[What you will do] Report how many lines below include the string "graph". Please keep the reply to that number.

[Material for the task]
· · · · · · ·
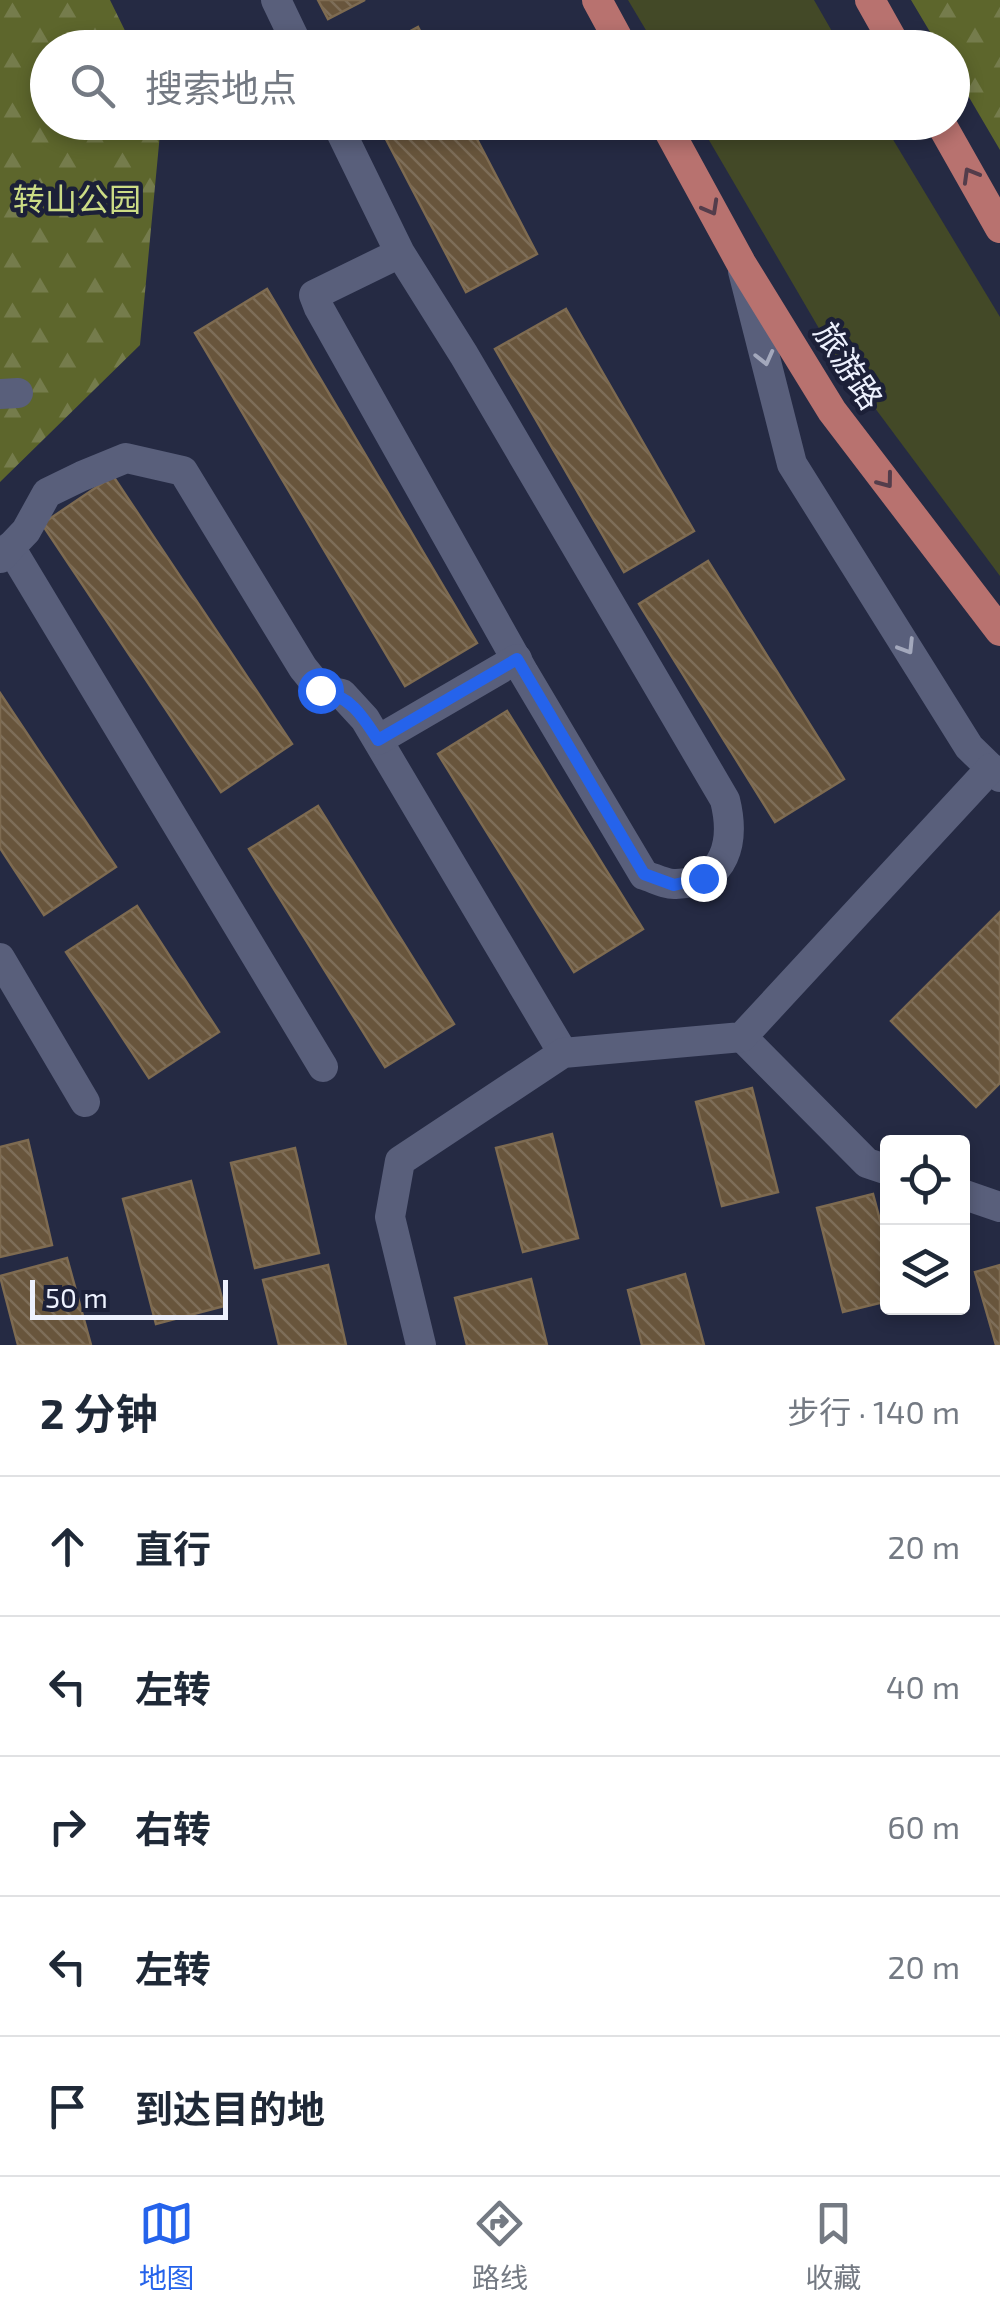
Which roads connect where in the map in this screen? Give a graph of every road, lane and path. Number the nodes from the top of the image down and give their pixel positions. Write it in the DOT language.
graph roads {
  1 [pos="276,0"];
  2 [pos="597,0"];
  3 [pos="870,0"];
  4 [pos="291,30"];
  5 [pos="613,30"];
  6 [pos="888,30"];
  7 [pos="345,140"];
  8 [pos="674,140"];
  9 [pos="950,140"];
  10 [pos="1000,228"];
  11 [pos="400,253"];
  12 [pos="741,264"];
  13 [pos="5,552"];
  14 [pos="1000,630"];
  15 [pos="517,659"];
  16 [pos="378,740"];
  17 [pos="996,773"];
  18 [pos="0,958"];
  19 [pos="742,1037"];
  20 [pos="563,1052"];
  21 [pos="323,1067"];
  22 [pos="86,1102"];
  23 [pos="880,1167"];
  24 [pos="970,1197"];
  25 [pos="1000,1207"];
  26 [pos="420,1345"];
  1 -- 4 [label="street"];
  2 -- 5 [label="main road"];
  3 -- 6 [label="main road"];
  7 -- 11 [label="street"];
  8 -- 12 [label="main road, 旅游路, one-way"];
  10 -- 9 [label="main road, one-way"];
  11 -- 15 [label="street"];
  11 -- 15 [label="street"];
  12 -- 14 [label="main road, 旅游路, one-way"];
  12 -- 17 [label="street, one-way"];
  13 -- 16 [label="street"];
  13 -- 21 [label="street"];
  15 -- 16 [label="street"];
  16 -- 20 [label="street"];
  17 -- 19 [label="street"];
  18 -- 22 [label="street"];
  19 -- 20 [label="street"];
  19 -- 23 [label="street"];
  20 -- 26 [label="street"];
  24 -- 25 [label="street"];
}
· · · · · · ·
[Worked solution] 2